The project includes building a transfer station with the capacity to transfer 150,000 tonnes of organic waste and 6,000 tonnes of packaging waster per year, and a new unloading pit in the landfill in Alcalá de Henares.

Organic waste will be directed to a sorting plant consisting of mechanical sorting and biological treatment facilities. Packaging waste will be sent to the container sorting plant, where reusable materials will be separated automatically and manually using electromechanical equipment with a unit capacity of 7 tonnes/hour.

Rejects from the various installations will be used to produce energy in a plasma plant with capacity for 15,000 tonnes/year and the rest will go to the controlled landfill. This process will generate a synthesis gas, which will be sold for methanol production and power generation.

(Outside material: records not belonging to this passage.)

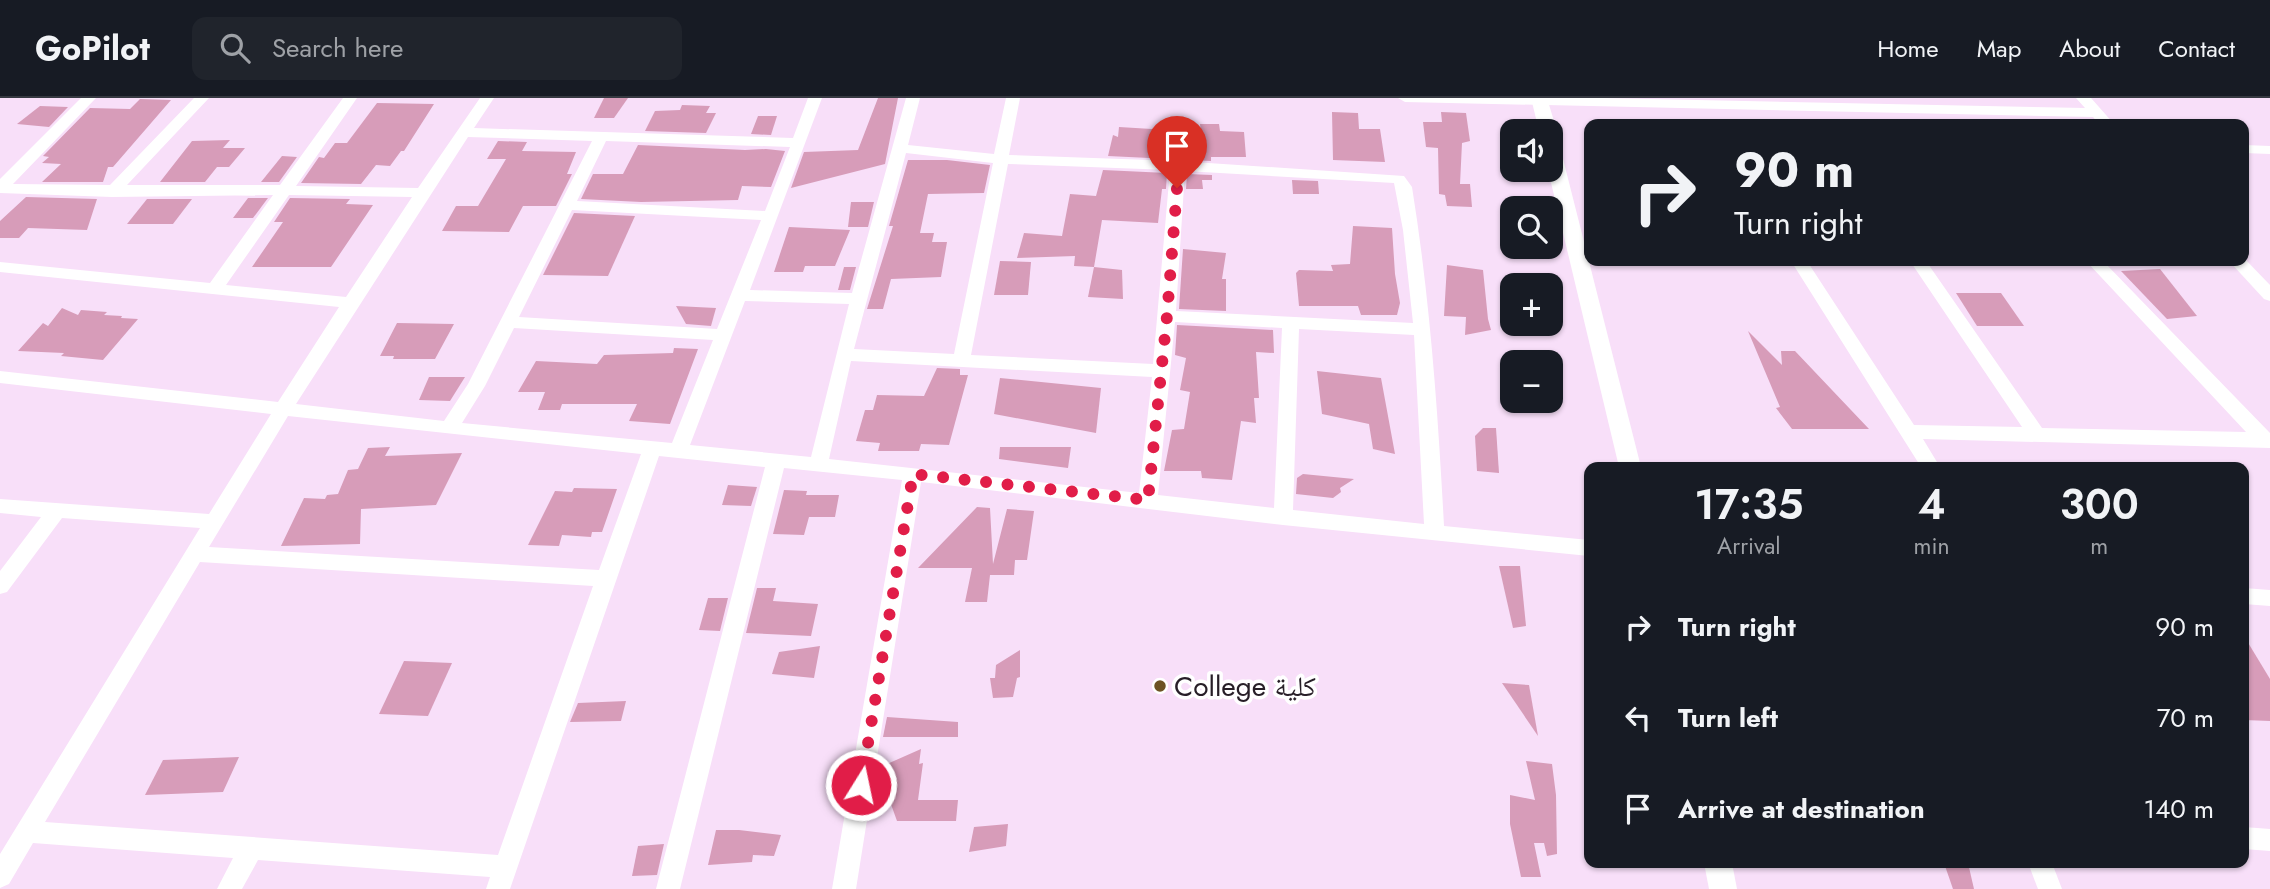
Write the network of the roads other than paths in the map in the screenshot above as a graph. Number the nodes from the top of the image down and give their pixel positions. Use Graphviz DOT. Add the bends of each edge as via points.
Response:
graph roads {
  1 [pos="89,98"];
  2 [pos="202,98"];
  3 [pos="350,98"];
  4 [pos="486,98"];
  5 [pos="815,98"];
  6 [pos="913,98"];
  7 [pos="1013,98"];
  8 [pos="1405,98"];
  9 [pos="1969,98"];
  10 [pos="2083,98"];
  11 [pos="1540,100"];
  12 [pos="1699,106"];
  13 [pos="1980,111"];
  14 [pos="1545,119"];
  15 [pos="1708,119"];
  16 [pos="2101,119"];
  17 [pos="463,132"];
  18 [pos="601,137"];
  19 [pos="799,144"];
  20 [pos="899,148"];
  21 [pos="2249,149"];
  22 [pos="2270,150"];
  23 [pos="1003,160"];
  24 [pos="1178,166"];
  25 [pos="1560,182"];
  26 [pos="0,188"];
  27 [pos="284,191"];
  28 [pos="112,192"];
  29 [pos="420,193"];
  30 [pos="567,205"];
  31 [pos="771,216"];
  32 [pos="1802,266"];
  33 [pos="1921,266"];
  34 [pos="2099,266"];
  35 [pos="2242,266"];
  36 [pos="0,267"];
  37 [pos="214,290"];
  38 [pos="740,295"];
  39 [pos="2270,296"];
  40 [pos="859,299"];
  41 [pos="353,303"];
  42 [pos="1167,316"];
  43 [pos="509,322"];
  44 [pos="1291,323"];
  45 [pos="1420,329"];
  46 [pos="724,335"];
  47 [pos="844,355"];
  48 [pos="961,361"];
  49 [pos="1161,371"];
  50 [pos="0,377"];
  51 [pos="285,409"];
  52 [pos="449,428"];
  53 [pos="1909,432"];
  54 [pos="2036,433"];
  55 [pos="2267,442"];
  56 [pos="652,448"];
  57 [pos="678,451"];
  58 [pos="776,462"];
  59 [pos="1629,462"];
  60 [pos="1928,462"];
  61 [pos="818,466"];
  62 [pos="913,474"];
  63 [pos="1148,500"];
  64 [pos="0,506"];
  65 [pos="56,511"];
  66 [pos="1283,517"];
  67 [pos="216,522"];
  68 [pos="1434,531"];
  69 [pos="1584,547"];
  70 [pos="197,554"];
  71 [pos="606,579"];
  72 [pos="0,586"];
  73 [pos="2249,596"];
  74 [pos="2270,598"];
  75 [pos="27,832"];
  76 [pos="2249,838"];
  77 [pos="2270,840"];
  78 [pos="251,849"];
  79 [pos="1719,868"];
  80 [pos="2042,868"];
  81 [pos="0,876"];
  82 [pos="502,878"];
  83 [pos="229,889"];
  84 [pos="668,889"];
  85 [pos="844,889"];
  86 [pos="1723,889"];
  87 [pos="2050,889"];
  1 -- 26 [label="street"];
  2 -- 28 [label="street"];
  3 -- 27 [label="street"];
  4 -- 17 [label="street"];
  5 -- 19 [label="street"];
  6 -- 20 [label="street"];
  7 -- 23 [label="street"];
  8 -- 11 [label="street"];
  9 -- 13 [label="street"];
  10 -- 16 [label="street"];
  11 -- 12 [label="street"];
  11 -- 14 [label="street"];
  12 -- 13 [label="street"];
  12 -- 15 [label="street"];
  13 -- 16 [label="street"];
  17 -- 18 [label="street"];
  17 -- 29 [label="street"];
  18 -- 19 [label="street"];
  18 -- 30 [label="street"];
  19 -- 31 [label="street"];
  20 -- 23 [label="street"];
  20 -- 40 [label="street"];
  21 -- 22 [label="street"];
  23 -- 24 [label="street"];
  23 -- 48 [label="street"];
  24 -- 42 [label="street"];
  24 -- 45 [label="street" via="1399,179 1404,187"];
  25 -- 59 [label="street"];
  26 -- 28 [label="street"];
  27 -- 28 [label="street"];
  27 -- 29 [label="street"];
  27 -- 37 [label="street"];
  29 -- 41 [label="street"];
  30 -- 31 [label="street"];
  30 -- 43 [label="street"];
  31 -- 38 [label="street"];
  32 -- 53 [label="street"];
  33 -- 54 [label="street"];
  34 -- 55 [label="street"];
  35 -- 39 [label="street"];
  36 -- 37 [label="street"];
  37 -- 41 [label="street"];
  38 -- 40 [label="street"];
  38 -- 46 [label="street"];
  40 -- 47 [label="street"];
  41 -- 51 [label="street"];
  42 -- 44 [label="street"];
  42 -- 49 [label="street"];
  43 -- 46 [label="street"];
  43 -- 52 [label="street"];
  44 -- 45 [label="street"];
  44 -- 66 [label="street"];
  45 -- 68 [label="street"];
  46 -- 57 [label="street"];
  47 -- 48 [label="street"];
  47 -- 61 [label="street"];
  48 -- 49 [label="street"];
  49 -- 63 [label="street"];
  50 -- 51 [label="street"];
  51 -- 52 [label="street"];
  51 -- 67 [label="street"];
  52 -- 56 [label="street"];
  53 -- 54 [label="street"];
  53 -- 60 [label="street"];
  54 -- 55 [label="street"];
  56 -- 57 [label="street"];
  56 -- 71 [label="street"];
  57 -- 58 [label="street"];
  58 -- 61 [label="street"];
  58 -- 84 [label="street"];
  61 -- 62 [label="street"];
  62 -- 63 [label="street"];
  62 -- 85 [label="street"];
  63 -- 66 [label="street"];
  64 -- 65 [label="street"];
  65 -- 67 [label="street"];
  65 -- 72 [label="street"];
  66 -- 68 [label="street"];
  67 -- 70 [label="street"];
  68 -- 69 [label="street"];
  70 -- 71 [label="street"];
  70 -- 75 [label="street"];
  71 -- 82 [label="street"];
  73 -- 74 [label="street"];
  75 -- 78 [label="street"];
  75 -- 81 [label="street"];
  76 -- 77 [label="street"];
  78 -- 82 [label="street"];
  78 -- 83 [label="street"];
  79 -- 86 [label="street"];
  80 -- 87 [label="street"];
}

In addition to the three plants, the environmental complex will have: a plant for disposing of dead pets, another to handle bulky items, and a third for plant matter.

The leachates and dirty water from the various installations will be transferred to a treatment plant (120 m3/day) designed to produce discharges within the quality levels set by the River Authority.

The facility will also use chemical and biological treatments to process gaseous emissions. Buildings where smells may be produced will be sealed and at negative pressure.

This contract further strengthens FCC's leading position in Spain in environmental services. At the end of 2007, the environmental services backlog amounted to 23.408 billion euro.

Present in over 5,000 municipalities

FCC first began working in urban sanitation in 1915 with a waste collection contract in Barcelona; today it is a leader in the sector. Other urban sanitation contracts in Spain followed and, at the end of 1980, it began to expand abroad. FCC operates in over 5,000 municipalities in Europe, Africa and Latin America.

In Spain alone, it provides services to more than 26 million people, and operates in many provincial capitals such as Albacete, Alicante, Ávila, Barcelona, Bilbao, Castellón, Ceuta, Cuenca, Gerona, Jaén, Las Palmas, Madrid, Málaga, Melilla, Oviedo, Pamplona, Salamanca, San Sebastián, Segovia, Tarragona, Valencia, Valladolid and Vitoria.

It manages 8.8 million tonnes of household, commercial and industrial waste each year and operates waste reception, recycling and disposal plants, including a network of transfer stations, recycling plants and landfills nationwide.

In Spain, FCC has a total of 41 landfills, 37 transfer stations, 2 waste-to-power plants, 27 composting plants, 17 packaging sorting plants (7 of which are free-standing and 10 are combined with other waste treatment plants), 68 citizen recycling centres and other industrial waste recycling and treatment facilities.